Some lines below hold "roads". Pick them out and copy them.

===== Data excerpts =====

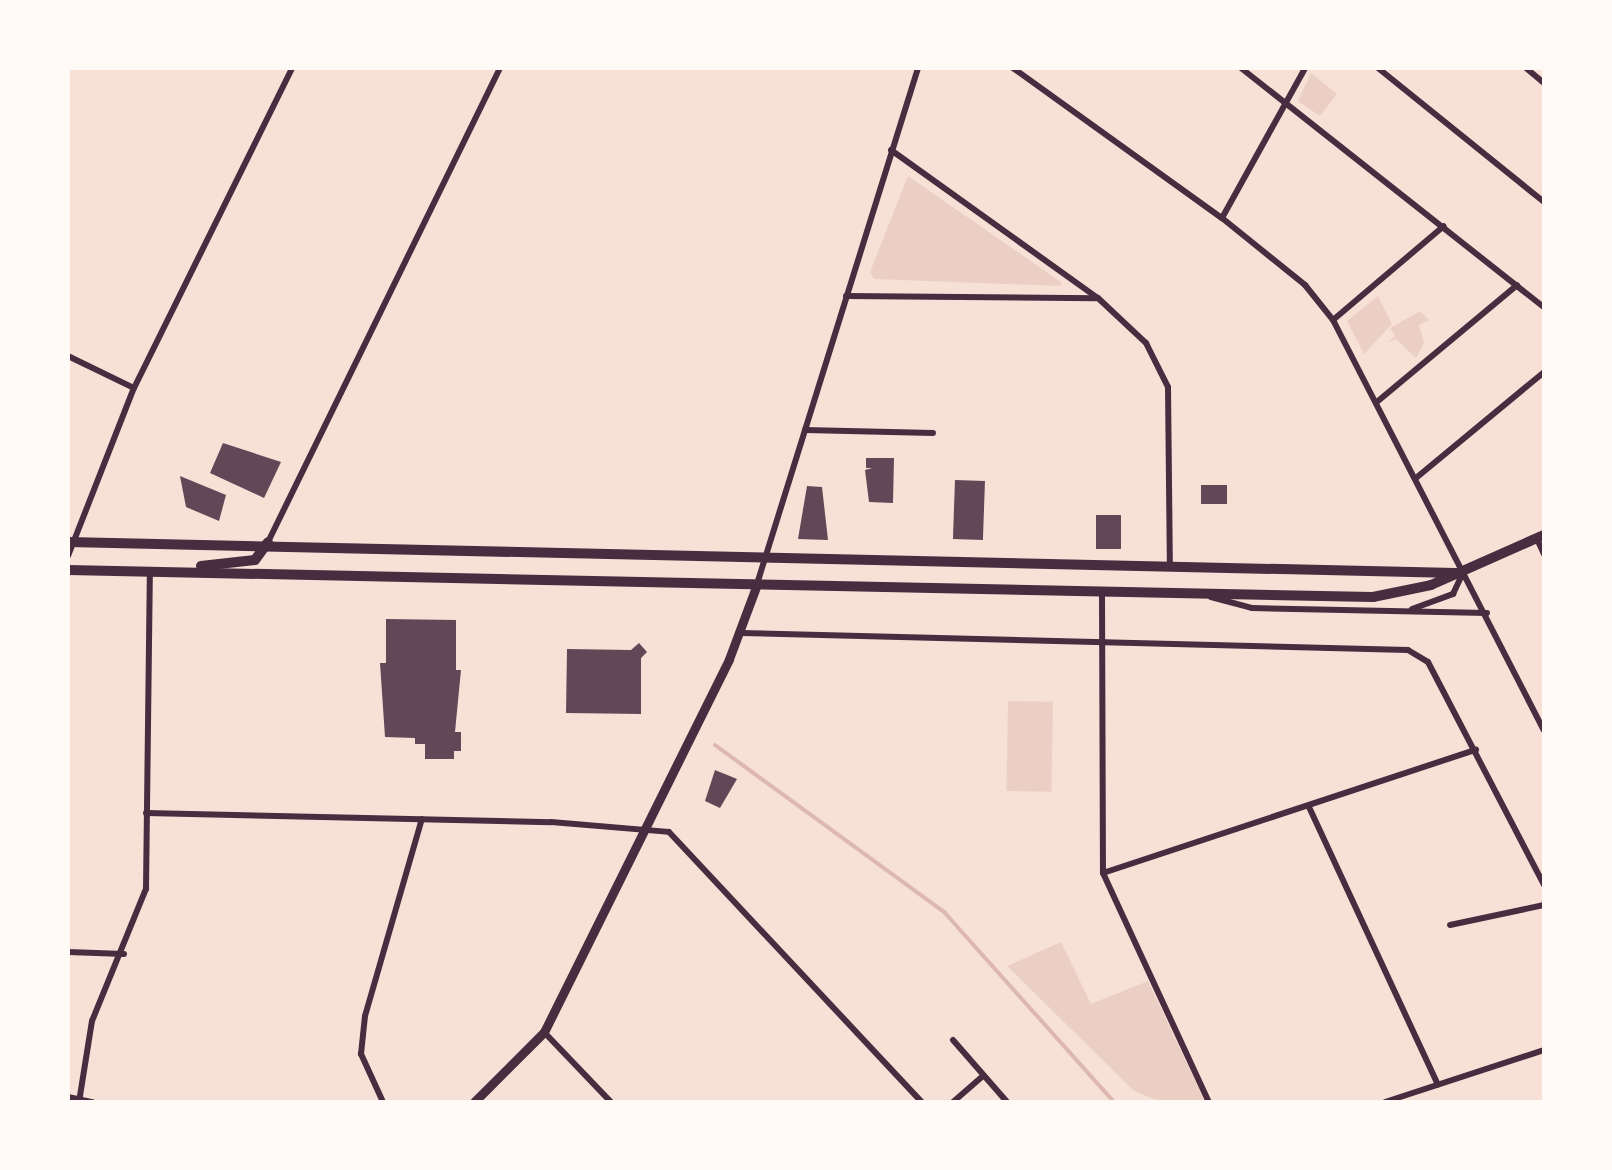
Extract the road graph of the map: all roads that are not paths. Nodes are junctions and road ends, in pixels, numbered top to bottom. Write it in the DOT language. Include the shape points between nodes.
graph roads {
  1 [pos="292,68"];
  2 [pos="500,68"];
  3 [pos="918,68"];
  4 [pos="1013,68"];
  5 [pos="1241,68"];
  6 [pos="1305,68"];
  7 [pos="1378,68"];
  8 [pos="1526,68"];
  9 [pos="1544,83"];
  10 [pos="1286,103"];
  11 [pos="891,150"];
  12 [pos="1544,202"];
  13 [pos="1222,218"];
  14 [pos="1444,226"];
  15 [pos="1517,285"];
  16 [pos="846,296"];
  17 [pos="1098,298"];
  18 [pos="1544,307"];
  19 [pos="1333,320"];
  20 [pos="68,356"];
  21 [pos="1544,372"];
  22 [pos="134,388"];
  23 [pos="1378,402"];
  24 [pos="806,430"];
  25 [pos="932,433"];
  26 [pos="1416,478"];
  27 [pos="1541,537"];
  28 [pos="70,542"];
  29 [pos="268,542"];
  30 [pos="1544,554"];
  31 [pos="766,555"];
  32 [pos="68,556"];
  33 [pos="1170,568"];
  34 [pos="68,570"];
  35 [pos="185,570"];
  36 [pos="150,571"];
  37 [pos="1463,573"];
  38 [pos="757,584"];
  39 [pos="1102,594"];
  40 [pos="1205,596"];
  41 [pos="1406,610"];
  42 [pos="1487,612"];
  43 [pos="741,633"];
  44 [pos="1103,642"];
  45 [pos="1544,730"];
  46 [pos="1476,750"];
  47 [pos="1309,807"];
  48 [pos="146,812"];
  49 [pos="422,819"];
  50 [pos="649,826"];
  51 [pos="1103,873"];
  52 [pos="1544,885"];
  53 [pos="1544,905"];
  54 [pos="1450,925"];
  55 [pos="68,952"];
  56 [pos="124,954"];
  57 [pos="544,1032"];
  58 [pos="954,1040"];
  59 [pos="1544,1050"];
  60 [pos="983,1076"];
  61 [pos="1438,1085"];
  62 [pos="68,1098"];
  63 [pos="78,1101"];
  64 [pos="92,1102"];
  65 [pos="383,1102"];
  66 [pos="474,1102"];
  67 [pos="611,1102"];
  68 [pos="922,1102"];
  69 [pos="953,1102"];
  70 [pos="1007,1102"];
  71 [pos="1209,1102"];
  72 [pos="1385,1102"];
  1 -- 22 [label="street"];
  2 -- 29 [label="street"];
  3 -- 11 [label="street"];
  4 -- 13 [label="street"];
  5 -- 10 [label="street"];
  6 -- 10 [label="street"];
  7 -- 12 [label="street"];
  8 -- 9 [label="street"];
  10 -- 13 [label="street"];
  10 -- 14 [label="street"];
  11 -- 16 [label="street"];
  11 -- 17 [label="street"];
  13 -- 19 [label="street" via="1305,285"];
  14 -- 15 [label="street"];
  14 -- 19 [label="street"];
  15 -- 18 [label="street"];
  15 -- 23 [label="street"];
  16 -- 17 [label="street"];
  16 -- 24 [label="street"];
  17 -- 33 [label="street" via="1146,343 1168,387"];
  19 -- 23 [label="street"];
  20 -- 22 [label="street"];
  21 -- 26 [label="street"];
  22 -- 28 [label="street"];
  23 -- 26 [label="street"];
  24 -- 25 [label="street"];
  24 -- 31 [label="street"];
  26 -- 37 [label="street"];
  27 -- 30 [label="street"];
  27 -- 37 [label="main road"];
  28 -- 29 [label="main road"];
  28 -- 32 [label="street"];
  29 -- 31 [label="main road"];
  29 -- 35 [label="main road" via="255,560"];
  31 -- 33 [label="main road"];
  31 -- 38 [label="street"];
  33 -- 37 [label="main road"];
  34 -- 36 [label="main road"];
  35 -- 36 [label="main road"];
  35 -- 38 [label="main road"];
  36 -- 48 [label="street"];
  37 -- 40 [label="main road" via="1406,594 1373,597"];
  37 -- 41 [label="street" via="1453,594"];
  37 -- 42 [label="street"];
  38 -- 39 [label="main road"];
  38 -- 43 [label="street"];
  39 -- 40 [label="main road"];
  39 -- 44 [label="street"];
  40 -- 41 [label="street" via="1252,608"];
  41 -- 42 [label="street"];
  42 -- 45 [label="street"];
  43 -- 44 [label="street"];
  43 -- 50 [label="street"];
  44 -- 46 [label="street" via="1408,650 1428,662"];
  44 -- 51 [label="street"];
  46 -- 47 [label="street"];
  46 -- 52 [label="street"];
  47 -- 51 [label="street"];
  47 -- 61 [label="street"];
  48 -- 49 [label="street"];
  48 -- 56 [label="street" via="146,889"];
  49 -- 50 [label="street"];
  49 -- 65 [label="street" via="365,1016 361,1054"];
  50 -- 57 [label="street"];
  50 -- 68 [label="street" via="669,832"];
  51 -- 71 [label="street"];
  53 -- 54 [label="street"];
  55 -- 56 [label="street"];
  56 -- 63 [label="street" via="92,1021"];
  57 -- 66 [label="street"];
  57 -- 67 [label="street"];
  58 -- 60 [label="street"];
  59 -- 61 [label="street"];
  60 -- 69 [label="street"];
  60 -- 70 [label="street"];
  61 -- 72 [label="street"];
  62 -- 63 [label="street"];
  63 -- 64 [label="street"];
}
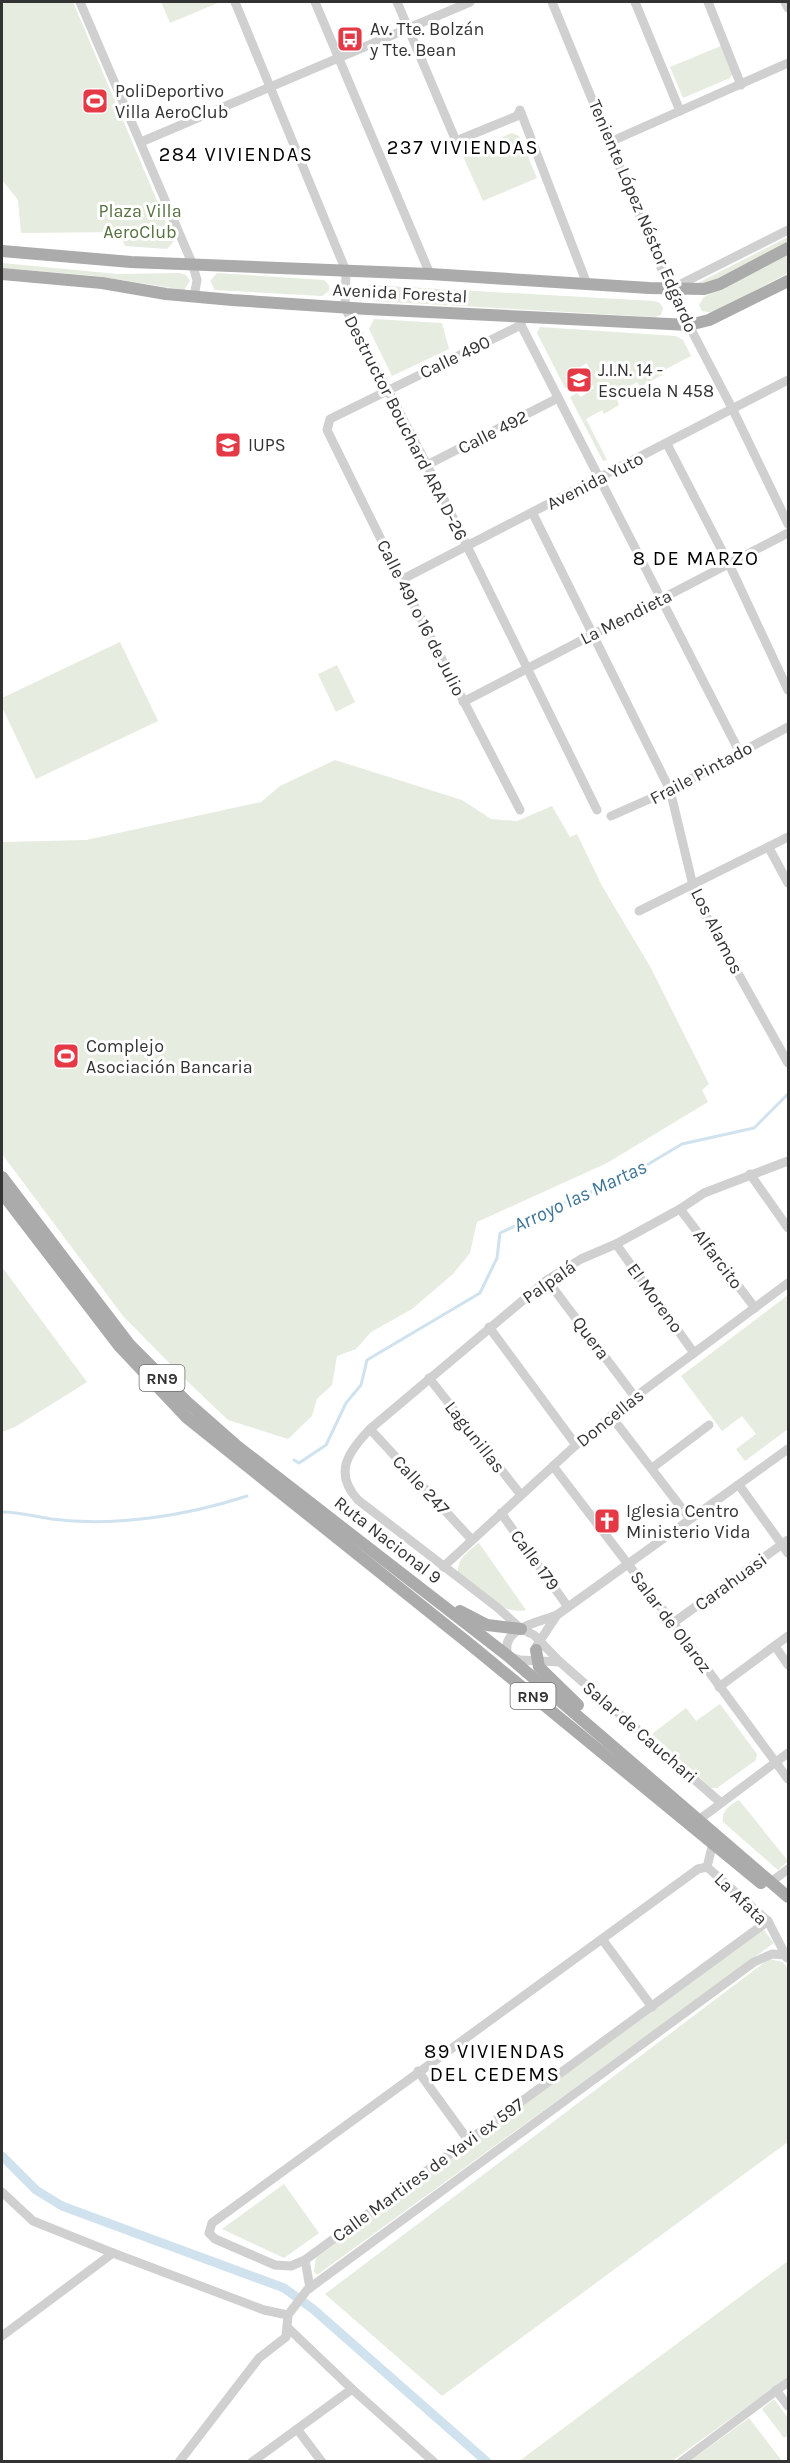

=====

### Completed task
Extract the road graph of the map: all roads that are not paths. Nodes are junctions and road ends, in pixels, numbered top to bottom. Write it in the DOT language. Include the shape points between nodes.
graph roads {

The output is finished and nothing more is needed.